"The soul of John Harman. Charlotte, I have prayed as I never prayed before in all my life for that guilty and troubled sinner's soul. I have been in an agony for it; it has seemed to me at times that for this lost and suffering brother I could lay down my very life. On Sunday last I went to conduct service in the small iron church. I tried the night before to prepare a sermon; no thought would come to me. I tried at last to look up an old one; no old sermon would commend itself. Finally I dropped all thought of the morrow's sermon and spent the greater part of the night in prayer. My prayer was for this sinner, and it seemed to me, that as I struggled and pleaded, God the Father and God the Son drew nigh. I went to bed with a wonderfully close sense of their presence. At morning prayers the next day, Miss Harman and her father entered the church. You may well look at me in surprise, Charlotte, but when I saw them I felt quiet enough; I only knew that God had sent them. For the first time in my life I preached without note or written help. I felt, however, at no loss for words; my theme was the Prodigal Son. I thought only of Mr. Harman; I went home and continued to pray for him. On Tuesday morning—that is, this morning—he was again at the church. After the prayers were over he waited to speak to me: he asked me to visit him at his own house this evening. I went there; I have been with him all the evening; he told me his life story, the bitter story of his fall. I am now come for you, for he must confess to you—you are the wronged one."

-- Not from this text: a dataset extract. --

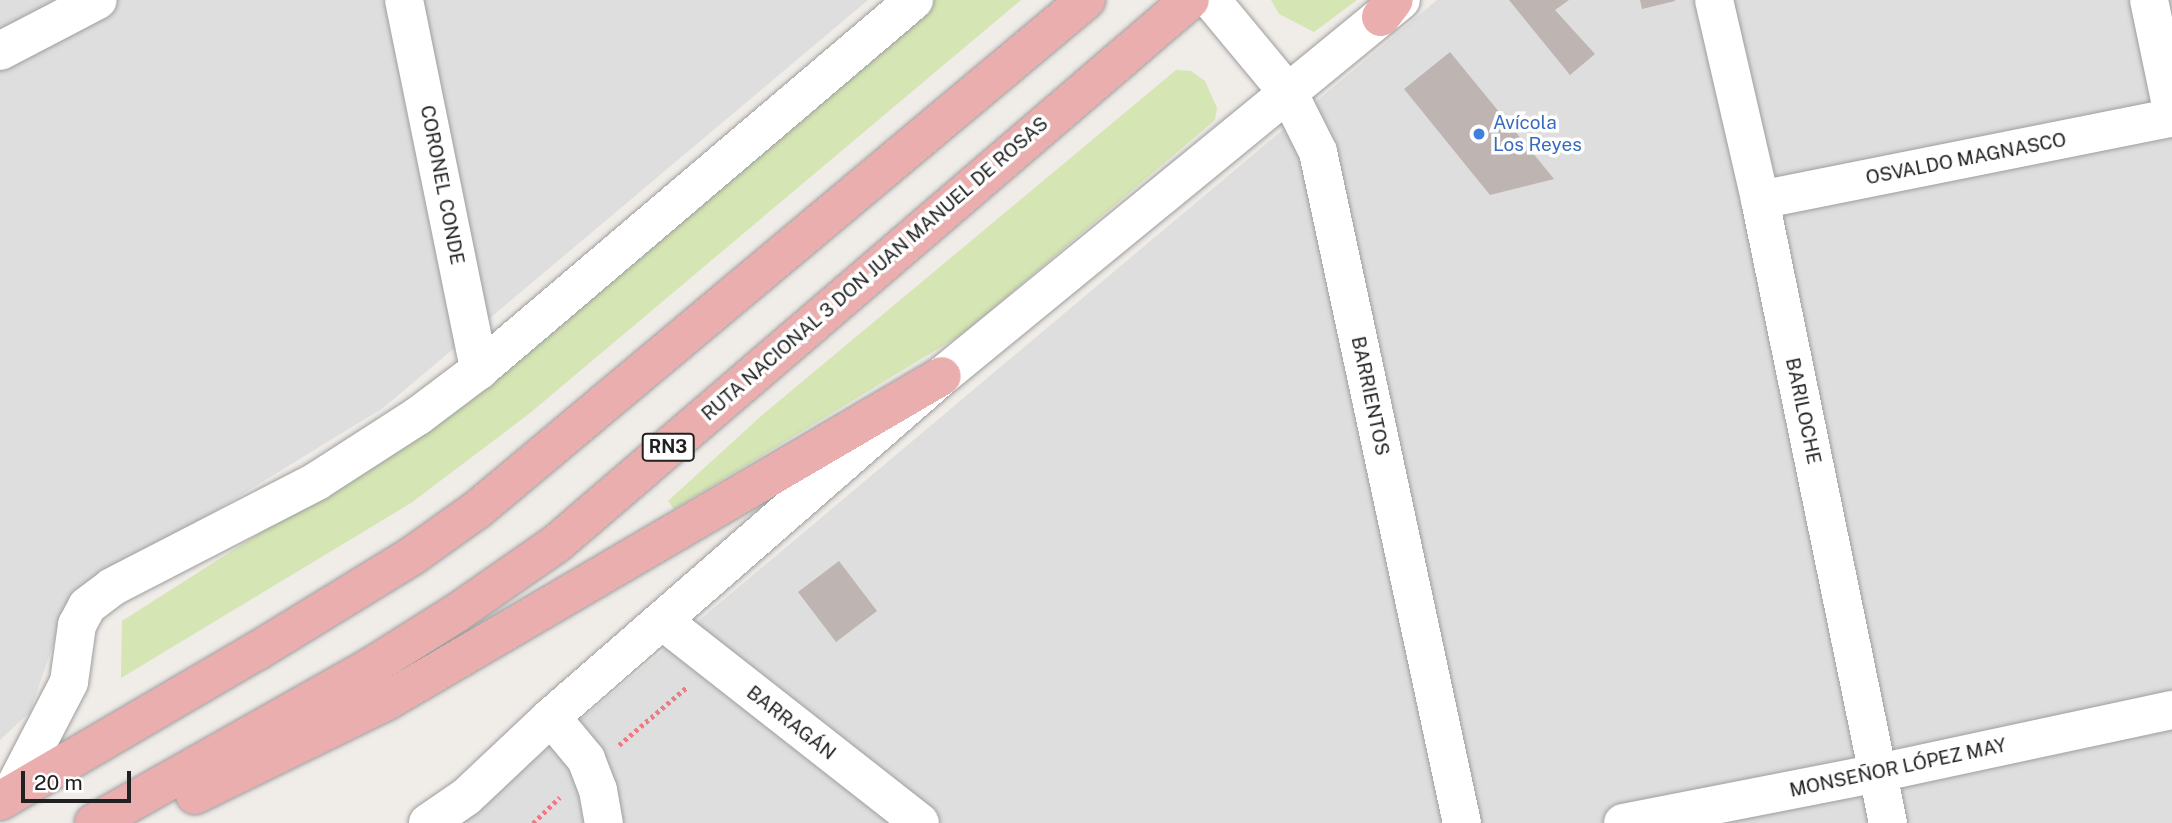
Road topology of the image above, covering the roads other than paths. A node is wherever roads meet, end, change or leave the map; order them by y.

"I am going to see John Harman, my half-brother who has wronged me?" said Mrs. Home; "I am going to him now without preparation? Oh! Angus, I cannot, not to-night, not to-night."

"Yes, dear, it must be to-night; if there is any hardness left in your heart it will melt when you see this sinner, whom God has forgiven."

"Angus, you are all tenderness and love to him; I cannot aspire to your nature, I cannot. To this man, who has caused such misery and sin, I feel hard. Charlotte I pity, Charlotte I love; but this man, this man who deliberately could rob my dead mother! It is against human nature to feel very sorry for him."

"You mean to tell me, Charlotte, that you refuse to forgive him?"

"No; eventually you will conquer me; but just now, I confess, my heart is not full of pity."

Mr. Home thought for a moment. He was pained by his wife's want of sympathy. Then he reflected that she had not seen Mr. Harman. It was plain, however, that they must not meet until her spirit towards him had changed.

"Do not stop at Prince's Gate," he called out to the cabby, "drive on until I ask you to stop."

During the drive that followed, he told his wife Mr. Harman's story. He told it well, for when he had finished, Charlotte turned to him eyes which had shed some tears.

"Does Charlotte know of this?" she said.